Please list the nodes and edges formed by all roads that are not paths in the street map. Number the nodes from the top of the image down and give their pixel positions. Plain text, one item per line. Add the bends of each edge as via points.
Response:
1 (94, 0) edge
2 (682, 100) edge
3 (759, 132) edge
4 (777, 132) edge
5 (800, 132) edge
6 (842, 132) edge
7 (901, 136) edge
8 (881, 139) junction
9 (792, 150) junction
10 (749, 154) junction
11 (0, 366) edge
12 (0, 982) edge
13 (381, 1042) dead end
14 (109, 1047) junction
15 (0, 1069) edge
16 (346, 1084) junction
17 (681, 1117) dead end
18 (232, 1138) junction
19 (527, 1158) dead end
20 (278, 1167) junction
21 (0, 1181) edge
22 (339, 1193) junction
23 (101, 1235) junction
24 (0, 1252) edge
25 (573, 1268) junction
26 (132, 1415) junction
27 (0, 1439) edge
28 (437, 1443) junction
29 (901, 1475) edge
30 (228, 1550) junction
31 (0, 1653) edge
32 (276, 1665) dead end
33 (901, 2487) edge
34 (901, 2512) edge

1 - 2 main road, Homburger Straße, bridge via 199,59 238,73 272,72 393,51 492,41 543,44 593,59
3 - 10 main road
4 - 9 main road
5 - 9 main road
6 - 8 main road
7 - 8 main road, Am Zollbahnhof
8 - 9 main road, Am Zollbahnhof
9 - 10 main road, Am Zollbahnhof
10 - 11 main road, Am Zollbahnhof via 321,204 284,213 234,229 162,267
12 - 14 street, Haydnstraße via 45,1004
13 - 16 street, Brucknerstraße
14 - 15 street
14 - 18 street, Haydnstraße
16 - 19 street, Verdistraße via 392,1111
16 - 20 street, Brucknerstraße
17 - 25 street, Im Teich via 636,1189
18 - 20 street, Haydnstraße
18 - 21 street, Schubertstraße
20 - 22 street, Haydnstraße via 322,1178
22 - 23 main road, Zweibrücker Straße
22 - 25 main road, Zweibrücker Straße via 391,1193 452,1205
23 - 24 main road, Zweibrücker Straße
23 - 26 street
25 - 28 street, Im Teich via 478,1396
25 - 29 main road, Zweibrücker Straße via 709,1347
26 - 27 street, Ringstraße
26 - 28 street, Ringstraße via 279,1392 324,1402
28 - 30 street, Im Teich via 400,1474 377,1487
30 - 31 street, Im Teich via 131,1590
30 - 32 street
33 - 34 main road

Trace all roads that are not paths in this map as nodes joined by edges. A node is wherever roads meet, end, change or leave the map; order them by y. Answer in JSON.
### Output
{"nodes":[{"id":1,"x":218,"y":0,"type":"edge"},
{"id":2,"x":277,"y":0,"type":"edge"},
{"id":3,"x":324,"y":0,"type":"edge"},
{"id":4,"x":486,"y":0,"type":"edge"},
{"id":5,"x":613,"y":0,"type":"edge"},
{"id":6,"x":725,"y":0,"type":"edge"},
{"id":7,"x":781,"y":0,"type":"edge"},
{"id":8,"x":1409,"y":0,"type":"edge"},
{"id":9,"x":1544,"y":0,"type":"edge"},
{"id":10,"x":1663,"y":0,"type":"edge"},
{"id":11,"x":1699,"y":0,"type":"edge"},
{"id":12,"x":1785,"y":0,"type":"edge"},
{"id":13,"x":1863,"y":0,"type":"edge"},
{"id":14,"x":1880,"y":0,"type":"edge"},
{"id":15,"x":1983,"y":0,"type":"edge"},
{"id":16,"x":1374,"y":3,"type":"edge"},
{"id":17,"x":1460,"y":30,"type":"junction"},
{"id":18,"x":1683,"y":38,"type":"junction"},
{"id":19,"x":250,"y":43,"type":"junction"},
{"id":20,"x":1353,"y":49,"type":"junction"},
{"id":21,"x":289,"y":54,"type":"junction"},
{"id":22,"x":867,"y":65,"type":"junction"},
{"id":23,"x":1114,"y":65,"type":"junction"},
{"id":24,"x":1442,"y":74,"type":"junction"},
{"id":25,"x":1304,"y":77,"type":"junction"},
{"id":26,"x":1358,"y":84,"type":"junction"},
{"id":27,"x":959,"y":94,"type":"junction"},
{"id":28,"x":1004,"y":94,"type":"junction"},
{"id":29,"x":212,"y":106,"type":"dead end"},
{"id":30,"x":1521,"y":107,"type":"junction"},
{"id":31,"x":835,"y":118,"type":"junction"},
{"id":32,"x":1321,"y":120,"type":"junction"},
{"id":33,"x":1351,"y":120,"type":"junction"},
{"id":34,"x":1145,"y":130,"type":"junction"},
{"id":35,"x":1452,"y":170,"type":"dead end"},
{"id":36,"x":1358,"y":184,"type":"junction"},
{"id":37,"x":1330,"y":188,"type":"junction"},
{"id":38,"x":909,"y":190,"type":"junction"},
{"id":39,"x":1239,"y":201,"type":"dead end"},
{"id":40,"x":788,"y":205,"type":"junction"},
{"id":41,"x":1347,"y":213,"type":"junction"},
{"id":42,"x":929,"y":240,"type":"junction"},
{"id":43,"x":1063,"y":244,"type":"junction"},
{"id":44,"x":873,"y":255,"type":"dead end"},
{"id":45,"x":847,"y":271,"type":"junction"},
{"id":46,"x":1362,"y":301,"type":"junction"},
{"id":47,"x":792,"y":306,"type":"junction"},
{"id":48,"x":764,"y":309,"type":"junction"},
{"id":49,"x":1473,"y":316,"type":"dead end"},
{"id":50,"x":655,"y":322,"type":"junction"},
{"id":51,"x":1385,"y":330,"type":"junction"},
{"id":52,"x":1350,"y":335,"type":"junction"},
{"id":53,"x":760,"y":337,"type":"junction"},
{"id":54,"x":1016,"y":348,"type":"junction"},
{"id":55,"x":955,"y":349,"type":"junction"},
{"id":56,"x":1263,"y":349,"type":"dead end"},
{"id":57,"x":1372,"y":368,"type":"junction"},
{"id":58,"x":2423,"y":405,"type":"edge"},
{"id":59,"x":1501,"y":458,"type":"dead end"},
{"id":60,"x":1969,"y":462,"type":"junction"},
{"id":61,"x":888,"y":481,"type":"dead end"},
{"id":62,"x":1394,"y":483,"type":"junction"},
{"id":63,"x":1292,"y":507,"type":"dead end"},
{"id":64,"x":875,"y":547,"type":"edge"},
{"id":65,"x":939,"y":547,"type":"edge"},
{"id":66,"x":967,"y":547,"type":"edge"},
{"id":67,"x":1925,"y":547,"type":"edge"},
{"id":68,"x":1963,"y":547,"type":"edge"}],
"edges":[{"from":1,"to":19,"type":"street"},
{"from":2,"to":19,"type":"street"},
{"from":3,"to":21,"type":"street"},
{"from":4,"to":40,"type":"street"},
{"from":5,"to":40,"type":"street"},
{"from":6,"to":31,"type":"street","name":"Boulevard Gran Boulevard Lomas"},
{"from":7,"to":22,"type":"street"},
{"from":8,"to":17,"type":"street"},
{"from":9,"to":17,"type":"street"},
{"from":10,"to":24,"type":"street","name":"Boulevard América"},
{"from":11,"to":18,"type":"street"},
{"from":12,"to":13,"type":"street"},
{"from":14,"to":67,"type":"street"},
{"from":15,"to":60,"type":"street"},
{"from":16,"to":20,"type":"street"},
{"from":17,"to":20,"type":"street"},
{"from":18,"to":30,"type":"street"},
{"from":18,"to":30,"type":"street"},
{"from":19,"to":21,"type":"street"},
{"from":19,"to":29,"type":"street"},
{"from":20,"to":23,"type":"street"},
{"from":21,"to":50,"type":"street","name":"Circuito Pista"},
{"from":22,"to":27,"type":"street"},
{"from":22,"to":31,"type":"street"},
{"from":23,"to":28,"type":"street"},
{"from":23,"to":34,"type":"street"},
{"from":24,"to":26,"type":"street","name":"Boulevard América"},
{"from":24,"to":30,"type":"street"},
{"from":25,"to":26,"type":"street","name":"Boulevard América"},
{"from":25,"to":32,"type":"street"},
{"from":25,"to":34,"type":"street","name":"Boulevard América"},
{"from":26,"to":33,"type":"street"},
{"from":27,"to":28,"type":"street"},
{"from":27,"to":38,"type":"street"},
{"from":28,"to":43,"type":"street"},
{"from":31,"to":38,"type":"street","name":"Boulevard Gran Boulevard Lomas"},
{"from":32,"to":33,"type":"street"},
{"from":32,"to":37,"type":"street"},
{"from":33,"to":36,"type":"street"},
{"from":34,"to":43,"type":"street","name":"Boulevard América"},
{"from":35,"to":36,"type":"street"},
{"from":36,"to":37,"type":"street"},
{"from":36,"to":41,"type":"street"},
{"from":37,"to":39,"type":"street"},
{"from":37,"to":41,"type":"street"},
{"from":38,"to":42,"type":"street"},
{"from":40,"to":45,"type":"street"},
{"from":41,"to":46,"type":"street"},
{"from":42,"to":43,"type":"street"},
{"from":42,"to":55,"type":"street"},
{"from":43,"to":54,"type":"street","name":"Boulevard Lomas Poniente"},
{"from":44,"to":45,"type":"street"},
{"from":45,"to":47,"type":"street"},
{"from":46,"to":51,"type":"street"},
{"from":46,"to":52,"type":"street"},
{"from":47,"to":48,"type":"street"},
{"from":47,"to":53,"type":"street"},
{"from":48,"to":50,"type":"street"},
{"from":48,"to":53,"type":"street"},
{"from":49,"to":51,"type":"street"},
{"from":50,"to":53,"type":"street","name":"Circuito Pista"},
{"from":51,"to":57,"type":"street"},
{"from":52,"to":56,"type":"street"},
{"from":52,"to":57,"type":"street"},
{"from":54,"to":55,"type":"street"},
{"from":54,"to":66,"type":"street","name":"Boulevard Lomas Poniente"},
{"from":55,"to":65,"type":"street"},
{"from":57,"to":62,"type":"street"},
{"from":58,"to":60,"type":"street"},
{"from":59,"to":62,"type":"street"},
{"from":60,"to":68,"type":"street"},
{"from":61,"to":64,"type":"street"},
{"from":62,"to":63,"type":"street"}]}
===
Problem description: Report every line from the listing above where the string "that" can be found.

Result of the exercise:
Please list the nodes and edges formed by all roads that are not paths in the street map. Number the nodes from the top of the image down and give their pixel positions. Plain text, one item per line. Add the bends of each edge as via points.
Trace all roads that are not paths in this map as nodes joined by edges. A node is wherever roads meet, end, change or leave the map; order them by y. Answer in JSON.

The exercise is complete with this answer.